16 May 2011

Horror story about induced pluripotent stem cells

Reprogrammed stem cells provoke an immune responseKirill Stasevich, Compulenta  

Induced stem cells, unlike embryonic ones, are attacked by the immune system and rejected by the body. This is due to the activation of genes, which happens when cells are reprogrammed – the protein products of these genes are not accepted by the immune system as "their own".

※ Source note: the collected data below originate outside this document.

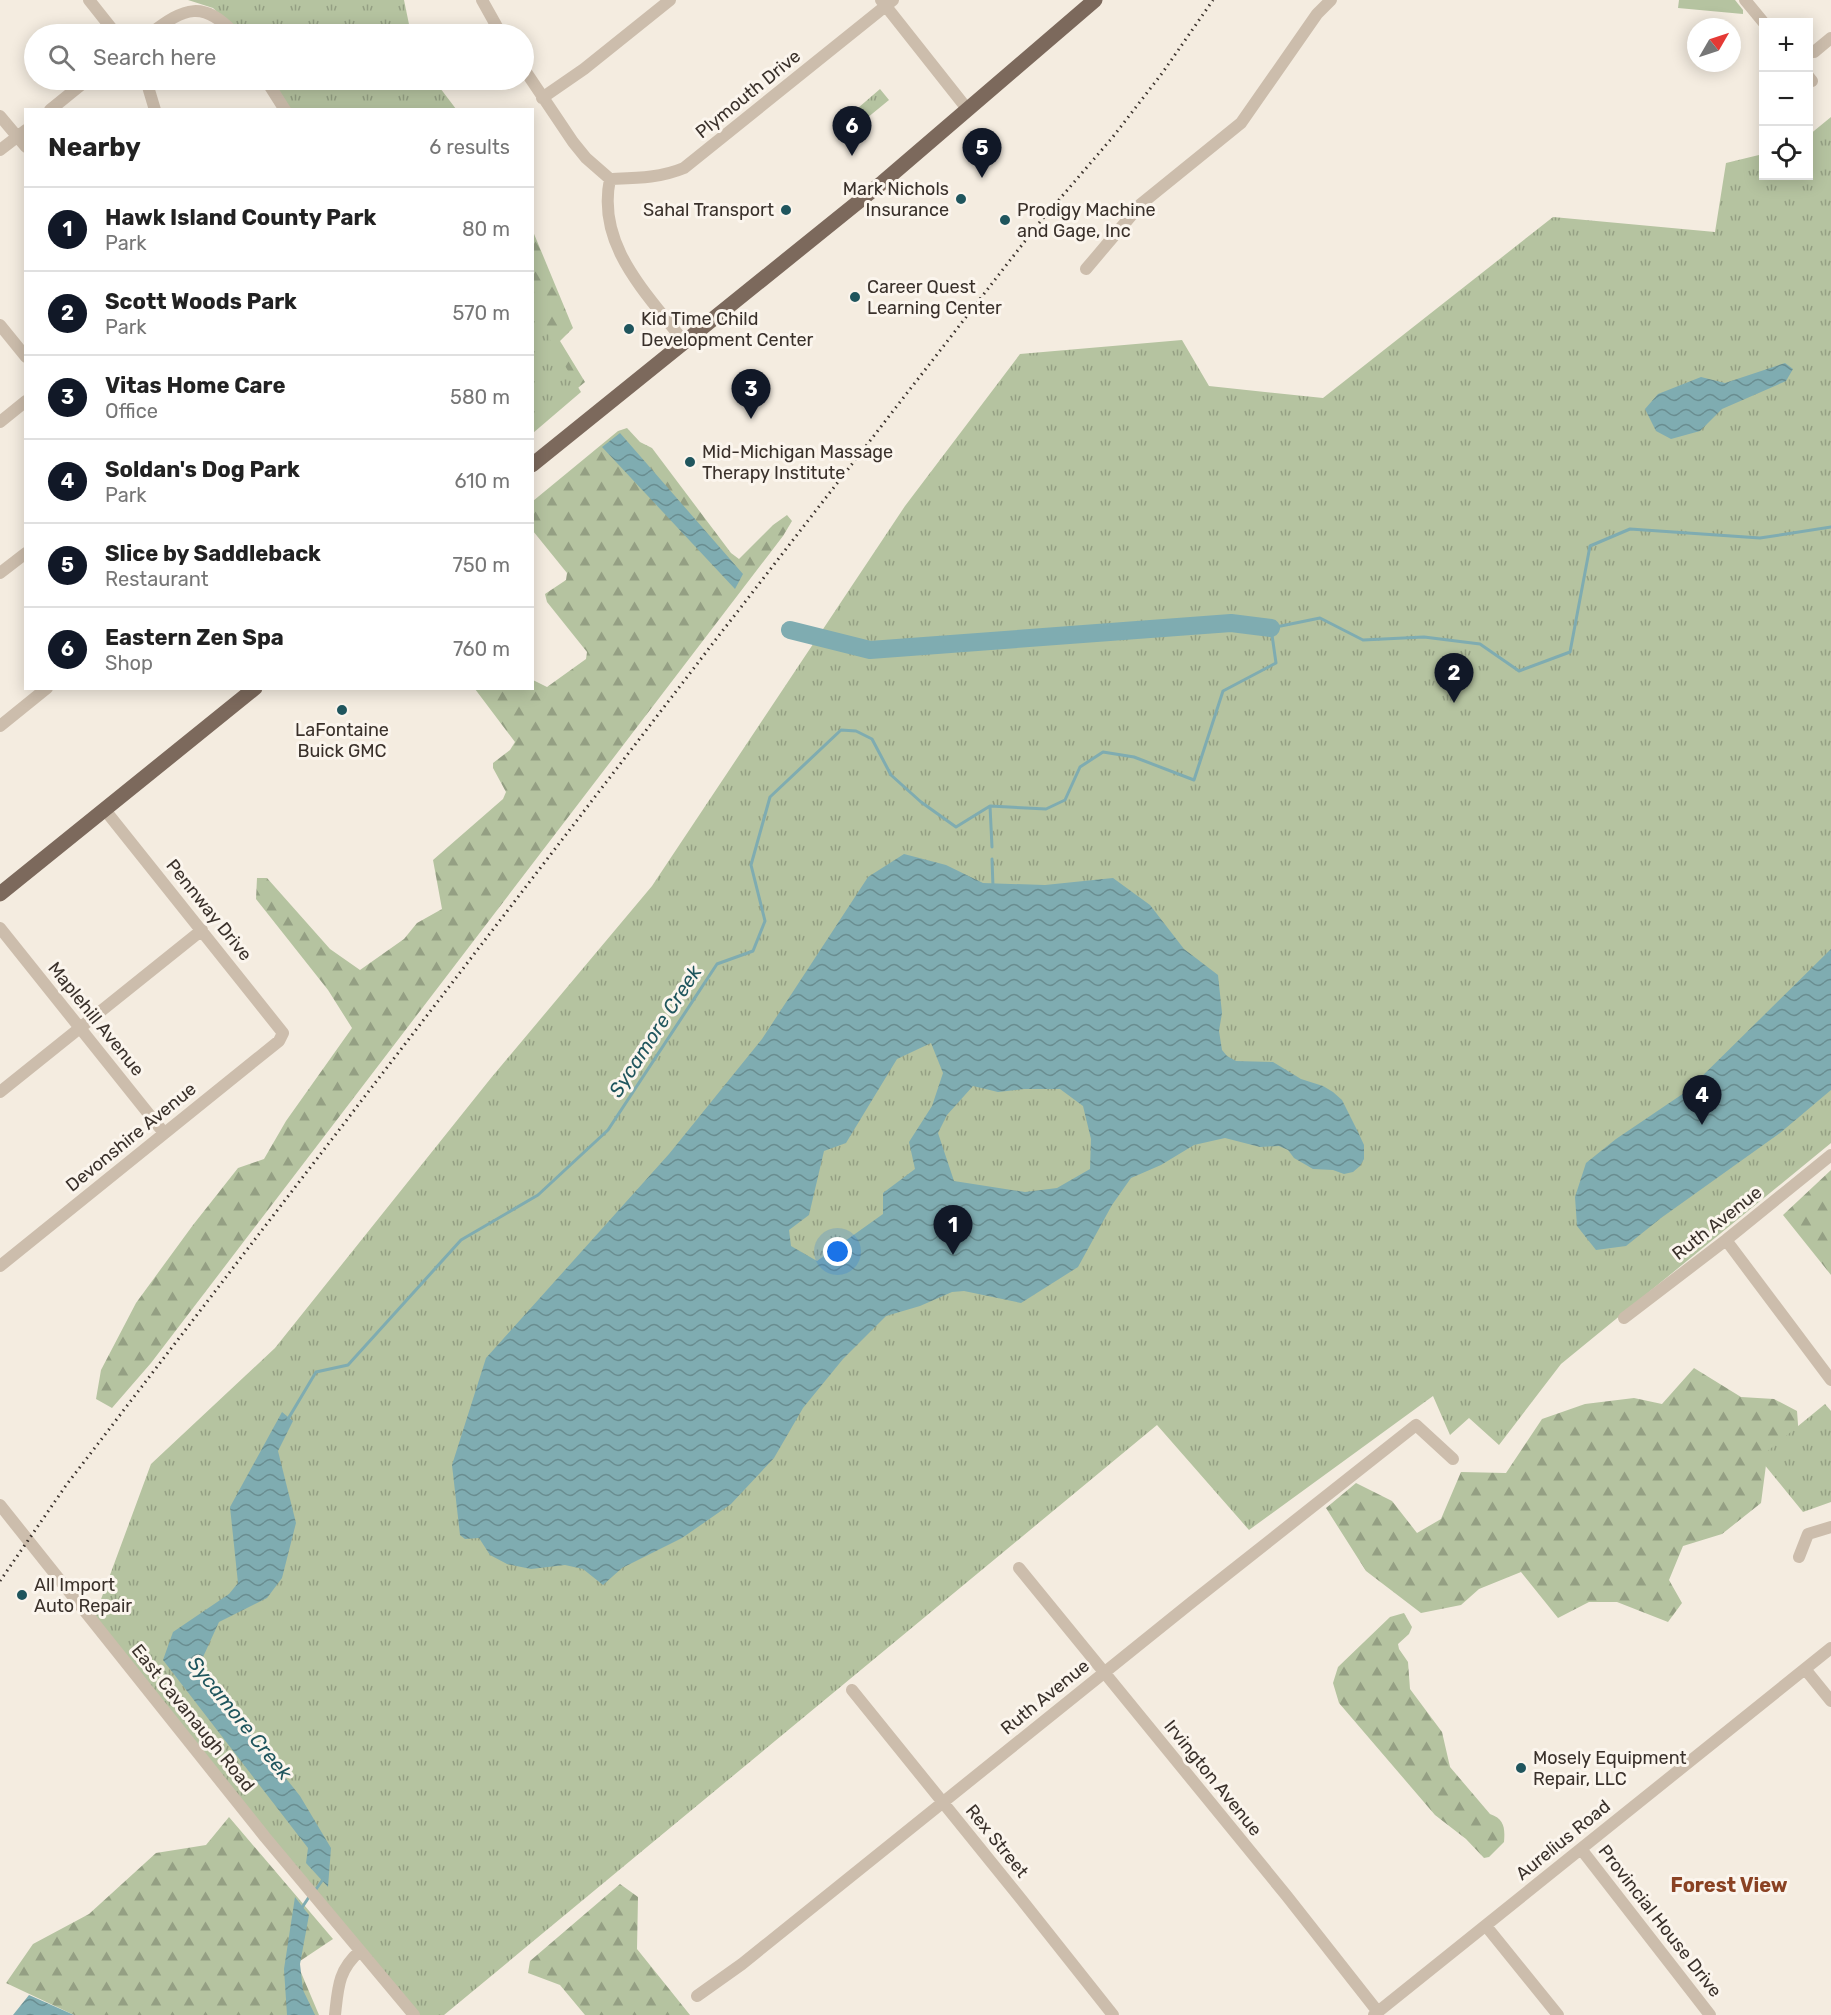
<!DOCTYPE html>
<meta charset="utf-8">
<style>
body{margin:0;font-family:Rubik,sans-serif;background:#f6f6f6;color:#222}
.controls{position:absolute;right:18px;top:18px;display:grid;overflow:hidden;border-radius:0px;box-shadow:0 3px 15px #0003}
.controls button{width:54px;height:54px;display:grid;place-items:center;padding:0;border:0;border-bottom:2px solid #e0e0e0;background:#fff;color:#222;font:30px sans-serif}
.compass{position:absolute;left:1687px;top:18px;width:54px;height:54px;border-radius:50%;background:#fff;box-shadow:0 3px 15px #0003;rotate:51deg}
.you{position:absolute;left:838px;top:1252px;width:21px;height:21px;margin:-15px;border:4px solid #fff;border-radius:50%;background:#1a73e8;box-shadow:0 0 0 9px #1a73e833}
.badge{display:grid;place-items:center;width:39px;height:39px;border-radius:50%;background:#111827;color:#fff;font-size:20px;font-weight:700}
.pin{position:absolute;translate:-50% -50px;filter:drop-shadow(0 2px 3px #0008)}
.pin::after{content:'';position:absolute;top:32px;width:21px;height:18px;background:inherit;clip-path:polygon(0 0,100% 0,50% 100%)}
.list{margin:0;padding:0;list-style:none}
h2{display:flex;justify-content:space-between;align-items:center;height:78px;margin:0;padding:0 24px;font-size:26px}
h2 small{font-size:20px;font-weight:400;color:#767676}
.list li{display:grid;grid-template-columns:39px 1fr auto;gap:18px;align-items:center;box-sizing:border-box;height:84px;padding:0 24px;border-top:2px solid #e0e0e0}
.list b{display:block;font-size:22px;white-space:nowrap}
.list p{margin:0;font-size:20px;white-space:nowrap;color:#767676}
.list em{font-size:20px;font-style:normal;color:#767676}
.icon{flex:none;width:33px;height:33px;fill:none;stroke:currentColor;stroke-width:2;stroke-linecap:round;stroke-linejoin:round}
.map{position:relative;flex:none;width:1831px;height:2015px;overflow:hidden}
.search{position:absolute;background:#fff;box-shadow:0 3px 15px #0003;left:24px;top:24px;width:510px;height:66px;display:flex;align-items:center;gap:15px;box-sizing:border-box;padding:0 21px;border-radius:33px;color:#767676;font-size:22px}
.panel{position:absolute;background:#fff;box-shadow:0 3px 15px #0003;left:24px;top:108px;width:510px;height:582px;border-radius:0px}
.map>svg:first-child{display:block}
.green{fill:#b5c3a0}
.forest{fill:url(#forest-firs)}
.park{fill:url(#park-tufts)}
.water{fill:url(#water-waves);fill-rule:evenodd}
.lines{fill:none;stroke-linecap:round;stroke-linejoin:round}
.stream{stroke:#7facb1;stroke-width:3}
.river{stroke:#7facb1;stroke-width:18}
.minor{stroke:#ccbdac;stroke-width:12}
.major{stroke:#7c695c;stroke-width:15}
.rail{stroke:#3a312b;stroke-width:3;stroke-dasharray:1.5 4.5;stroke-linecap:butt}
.poi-dot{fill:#1f555d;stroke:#fbf5ed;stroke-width:2}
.labels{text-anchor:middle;stroke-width:6;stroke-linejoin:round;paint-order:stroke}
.street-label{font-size:18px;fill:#3a312b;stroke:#fbf5ed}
.poi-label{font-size:18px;fill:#3a312b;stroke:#fbf5ed;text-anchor:start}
.water-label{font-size:20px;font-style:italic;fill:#1f555d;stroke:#fbf5ed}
.neighbourhood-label{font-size:20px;font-weight:bold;fill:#8a4223;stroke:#fbf5ed}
</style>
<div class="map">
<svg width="1831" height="2015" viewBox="0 0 1831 2015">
<defs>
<pattern id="forest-firs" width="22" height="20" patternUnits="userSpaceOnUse" patternTransform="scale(1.5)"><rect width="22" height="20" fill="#b5c3a0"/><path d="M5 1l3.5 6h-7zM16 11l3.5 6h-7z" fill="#949f83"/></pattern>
<pattern id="park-tufts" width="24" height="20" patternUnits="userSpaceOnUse" patternTransform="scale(1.5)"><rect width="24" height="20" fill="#b5c3a0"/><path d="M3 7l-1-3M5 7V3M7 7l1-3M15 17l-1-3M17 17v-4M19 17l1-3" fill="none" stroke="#949f83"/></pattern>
<pattern id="water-waves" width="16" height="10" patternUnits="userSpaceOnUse" patternTransform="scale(1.5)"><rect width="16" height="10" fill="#7facb1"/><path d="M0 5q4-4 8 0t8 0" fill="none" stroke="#698d90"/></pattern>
</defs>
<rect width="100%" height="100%" fill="#f4ece0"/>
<path class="green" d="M1679,0H1735L1743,10V14L1678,8Z"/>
<path class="forest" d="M532,229L573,328L560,341L585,382L558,405L533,363Z
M627,428L640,442L652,448L731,553L739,559L773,525L787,515L792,521L783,536L151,1363L112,1408L96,1399L101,1370L136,1303L193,1225L238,1168L264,1159L286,1121L352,1028L328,990L256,899L257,878H267L330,949L360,970L404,939L417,923L442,909L433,860L503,799L506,792L493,768V763L510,750L515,742L475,689L532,688L533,680L547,687L586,659L587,652L547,602L545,594L566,580L567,573L533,531V501L618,431Z
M1831,1170V1275L1783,1215Z
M1694,1368L1741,1397L1774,1399L1797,1411L1799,1438L1766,1465L1761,1503L1722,1534L1683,1546L1669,1580L1682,1603L1668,1622L1617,1602H1589L1558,1618L1521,1572L1479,1589L1461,1605L1421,1613L1366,1571L1326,1508L1356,1483L1392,1501L1417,1533L1441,1519L1461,1472L1506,1473L1542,1419L1585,1404L1634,1398L1662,1404Z
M1404,1613L1412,1627L1409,1634L1398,1644L1399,1649L1408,1662L1410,1689L1442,1732L1450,1767L1490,1814C1505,1819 1505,1829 1504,1842L1489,1857L1484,1858L1466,1839L1435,1815L1339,1703L1333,1683L1338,1667L1390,1617Z
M229,1817L333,1939L297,1963L319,2015H74L6,1983L33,1944L89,1914L156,1853L206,1845Z
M620,1884L638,1897L637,1949L690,2015H585L560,1985L528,1973L530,1961Z"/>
<path class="park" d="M188,0H404L411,34H237L229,23L213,8Z
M269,80H434L456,109H288Z
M880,89L889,100L867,118L858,108Z
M1831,117V1143L1561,1364L1499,1445L1469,1418L1450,1435L1433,1396L1249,1530L1157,1425L444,2015H414L93,1621L151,1464L275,1348L491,1078L652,886L905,506L1020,354L1182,340L1209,386L1323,398L1553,217L1715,232L1726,163L1763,154L1764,176H1808L1809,135Z
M533,289L540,305L551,343L581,392L533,433Z
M1825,1404L1831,1411V1502L1803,1512L1759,1458Z"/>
<path class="water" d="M1785,363L1793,369L1786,381L1722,409L1700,431L1671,439L1656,431L1645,409L1658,394L1701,377L1725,383Z
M620,433L743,574L735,589L602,447Z
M904,854L946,865L983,883L1045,885L1113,878L1150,905L1184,949L1218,975L1222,1013L1219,1031L1222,1050L1227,1056L1236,1061L1273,1062L1301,1079L1323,1086L1333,1092L1342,1100L1358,1132L1364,1145V1159L1360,1166L1353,1172L1344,1174L1333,1170L1313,1169L1294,1158L1288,1150L1279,1146L1260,1147L1225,1138L1194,1145L1161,1165L1131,1178L1112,1205L1078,1267L1021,1303L964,1291L952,1292L920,1306L886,1316L843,1359L803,1408L774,1458L731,1504L682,1538L622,1568L603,1585L583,1569L565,1565L531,1569L507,1564L490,1555L479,1538L465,1539L460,1535L452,1465L486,1358L669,1154L762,1039L868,877ZM931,1043L943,1073L932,1106L909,1142L915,1169L883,1193V1214L817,1261L791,1246L789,1230L809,1215L824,1151L846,1143L897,1059ZM973,1086L998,1092L1024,1089H1060L1083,1106L1091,1139L1090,1169L1057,1188L1025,1192L954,1181L938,1133L947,1115Z
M1831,949V1090L1780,1133L1661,1218L1626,1246L1596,1250L1577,1226L1575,1197L1586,1163L1616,1139L1687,1091Z
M282,1412L293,1421L278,1451L296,1523L282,1578L267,1598L219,1622L198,1668L300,1796L331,1848L328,1887L306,1863L308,1848L163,1660L173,1632L229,1594L238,1583L230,1507Z
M295,1897L309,1915L300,1964L303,1990L315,2015H287L284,1969Z
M29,1995L74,2015H13Z"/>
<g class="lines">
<path class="stream" d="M990,806L992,847
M992,859L993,887
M288,1419L316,1372L348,1365L461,1240L538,1195L608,1130L717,964L753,951L765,921L751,865L770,797L841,730L856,731L872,739L891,775L921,802L956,827L990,806L1046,809L1065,800L1080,767L1103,752L1134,757L1194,780L1223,691L1276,663L1271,628L1320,618L1363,640L1424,637L1480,644L1519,671L1570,652L1590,546L1630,529L1760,538L1831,527
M314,1892L324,1878
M301,1909L309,1897"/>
<path class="river" d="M790,630L870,650L1231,623L1271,628"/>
<path class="minor" d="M89,0L116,34
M482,0L501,34
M881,0L968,110
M1745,0L1764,23
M150,34C185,7 203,0 235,34
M1814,52L1831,38
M524,69L573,142L586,158L610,179C596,246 647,293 684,342
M1808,76L1812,81
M146,80L155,110
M266,80L285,110
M542,98L584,69L670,0
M50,110L87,80
M0,116L26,147
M0,150L26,130
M610,179C637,178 660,178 684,168L893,0
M1086,269L1141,204L1241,123L1317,14L1331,0
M0,325L26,357
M0,422L26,401
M0,573L26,553
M0,726L47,688
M0,928L164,1133
M0,1092L202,930
M1726,1240L1831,1380
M0,1266L279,1041L283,1033L105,810
M1624,1318L1726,1240L1831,1155
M0,1505L265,1837L414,2015
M1799,1557L1808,1534L1831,1527
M1019,1568L1286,1895L1378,2012
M1805,1669L1831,1701
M852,1690L1021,1899L1113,2015
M1581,1849L1710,2015
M1486,1926L1558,2015
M697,1996L742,1964L1192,1602L1416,1425L1453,1459
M335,2015C338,1988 338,1970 360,1951
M1374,2015L1831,1648"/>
<path class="major" d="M532,465L883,182L1095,0
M0,894L255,688"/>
<path class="rail" d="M0,1581L67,1484L717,638L1039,223L1112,138L1163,72L1213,0"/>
</g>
<g class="poi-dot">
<circle cx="961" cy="199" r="6"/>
<circle cx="786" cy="210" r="6"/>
<circle cx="1005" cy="220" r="6"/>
<circle cx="855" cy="297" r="6"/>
<circle cx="629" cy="329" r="6"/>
<circle cx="690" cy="462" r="6"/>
<circle cx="342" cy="710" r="6"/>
<circle cx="22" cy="1595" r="6"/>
<circle cx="1521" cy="1768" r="6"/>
</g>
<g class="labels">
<g class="street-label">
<text transform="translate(748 94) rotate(-39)" y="6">Plymouth Drive</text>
<text transform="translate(209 910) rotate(51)" y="6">Pennway Drive</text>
<text transform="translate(96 1019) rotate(51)" y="6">Maplehill Avenue</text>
<text transform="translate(131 1137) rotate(-39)" y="6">Devonshire Avenue</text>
<text transform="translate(1717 1223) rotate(-38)" y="6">Ruth Avenue</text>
<text transform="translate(1045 1697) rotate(-39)" y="6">Ruth Avenue</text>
<text transform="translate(193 1718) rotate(51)" y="6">East Cavanaugh Road</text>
<text transform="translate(1213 1778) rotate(51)" y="6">Irvington Avenue</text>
<text transform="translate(1563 1840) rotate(-39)" y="6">Aurelius Road</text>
<text transform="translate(997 1841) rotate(51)" y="6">Rex Street</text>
<text transform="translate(1660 1921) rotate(52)" y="6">Provincial House Drive</text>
</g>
<g class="poi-label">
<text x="949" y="195" text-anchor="end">Mark Nichols<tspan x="949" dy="21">Insurance</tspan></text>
<text x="774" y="216" text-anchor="end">Sahal Transport</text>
<text x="1017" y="216">Prodigy Machine<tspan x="1017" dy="21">and Gage, Inc</tspan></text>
<text x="867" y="293">Career Quest<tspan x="867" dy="21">Learning Center</tspan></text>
<text x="641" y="325">Kid Time Child<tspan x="641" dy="21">Development Center</tspan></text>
<text x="702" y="458">Mid-Michigan Massage<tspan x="702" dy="21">Therapy Institute</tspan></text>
<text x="342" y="736" text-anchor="middle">LaFontaine<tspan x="342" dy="21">Buick GMC</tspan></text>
<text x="34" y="1591">All Import<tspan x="34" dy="21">Auto Repair</tspan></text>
<text x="1533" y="1764">Mosely Equipment<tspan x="1533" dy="21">Repair, LLC</tspan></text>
</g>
<g class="water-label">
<text transform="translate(655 1031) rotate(-57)" y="7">Sycamore Creek</text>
<text transform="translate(240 1718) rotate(51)" y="7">Sycamore Creek</text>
</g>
<g class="neighbourhood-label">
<text x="1729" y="1892">Forest View</text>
</g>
</g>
</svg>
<div class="controls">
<button>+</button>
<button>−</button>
<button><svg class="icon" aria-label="locate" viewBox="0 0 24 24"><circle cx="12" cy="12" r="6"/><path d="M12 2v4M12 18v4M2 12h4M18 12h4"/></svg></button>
</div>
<svg class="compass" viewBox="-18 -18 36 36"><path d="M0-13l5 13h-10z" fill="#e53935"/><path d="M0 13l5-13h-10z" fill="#767676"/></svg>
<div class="you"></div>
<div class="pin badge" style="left:953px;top:1255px">1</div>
<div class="pin badge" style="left:1454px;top:703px">2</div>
<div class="pin badge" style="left:751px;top:419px">3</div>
<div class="pin badge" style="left:1702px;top:1125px">4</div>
<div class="pin badge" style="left:982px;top:178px">5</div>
<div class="pin badge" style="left:852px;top:156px">6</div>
<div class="search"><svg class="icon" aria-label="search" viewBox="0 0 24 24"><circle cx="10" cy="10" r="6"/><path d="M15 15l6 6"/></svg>Search here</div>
<section class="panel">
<h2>Nearby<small>6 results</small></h2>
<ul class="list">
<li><span class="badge">1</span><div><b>Hawk Island County Park</b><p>Park</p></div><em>80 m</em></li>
<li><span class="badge">2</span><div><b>Scott Woods Park</b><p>Park</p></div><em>570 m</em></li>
<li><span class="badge">3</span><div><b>Vitas Home Care</b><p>Office</p></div><em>580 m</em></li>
<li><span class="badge">4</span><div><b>Soldan's Dog Park</b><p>Park</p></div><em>610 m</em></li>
<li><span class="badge">5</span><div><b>Slice by Saddleback</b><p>Restaurant</p></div><em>750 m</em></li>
<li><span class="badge">6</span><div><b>Eastern Zen Spa</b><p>Shop</p></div><em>760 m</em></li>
</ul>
</section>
</div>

The results of research by molecular biologists from the University of California, San Diego (USA) call into question the rosy prospects for the use of induced stem cells in medicine. In an article published in the journal Nature (Zhao et al., Immunogenicity of induced pluripotent stem cells), scientists report that induced pluripotent stem cells cause immune rejection even when they are transplanted to a genetically identical animal.

The use of stem cells (SC) in medicine involves growing healthy tissue from them and transplanting it to replace the diseased or damaged one. Embryonic SCS differ from "adults" in that absolutely any tissue can be obtained from them. But the use of embryonic SC is associated with a number of problems, both technical and moral and ethical, so scientists have learned to obtain so-called pluripotent cells from ordinary adult cells. A mature human cell can be deprived of specialization and turned into an analogue of an embryonic stem cell. Thus, a person can replace, for example, a diseased fragment of the liver with a healthy one grown from his own skin cells, which were made pluripotent, and then sent along the "hepatic" path of development.

It turned out that everything is not so simple. A group of researchers led by Yang Xu transplanted genetically identical donor mice with various SCS, embryonic and induced. Embryonic SC during transplantation give birth to teratomas, tumor formations that are a hodgepodge of all cell types; teratomas are, as it were, a qualitative reaction to the ability of such cells to transform into any other type.


Teratoma with formed teeth and hair, cut from the ovaries of a 14-year-old girl
(photo by Terrortoma).

But induced SCS during transplantation to mice did not form teratomas, and if they did, then these neoplasms were attacked by the immune system and rejected by the body.

The researchers found that in teratomas created by induced SC, some genes are several times more active than in teratomas from conventional (embryonic) SC. Protein products of two such genes, Zg16 and Hormad1, are most susceptible to immune attacks. According to scientists, these genes are "silent" at the time of the formation of the immune system in the fetus, so the proteins they encode do not become "their own" for it. And reprogramming mature cells into embryo-like SCS can awaken these genes and provoke an immune response.

However, other scientists urge not to bury the hopes associated with the use of induced SC ahead of time. From the work of Yang Xu's group, it is not entirely clear what exactly the immune system reacts to: immature stem cells or already differentiated teratoma cells. Since in medicine it is supposed to transplant not the SCS themselves, but the tissues grown from them, the answer to this question seems very important. But even if the immune response is caused by mature, specialized cells, do not forget that these data were obtained in mice, and not in humans, where the picture may be completely different. Finally, the question remains which cells provoke the immune system, because it may be that the immune response is directed at epithelial cells, and not, say, nerve cells. The authors themselves say that they received induced SC in two different ways and observed differences in the intensity of rejection of the transplanted cells. In short, the results speak more about the need for further research than about the collapse of hopes placed on the UK and regenerative medicine.

Prepared based on the materials of Nature News: Reprogrammed cells trigger immune reactions in mice.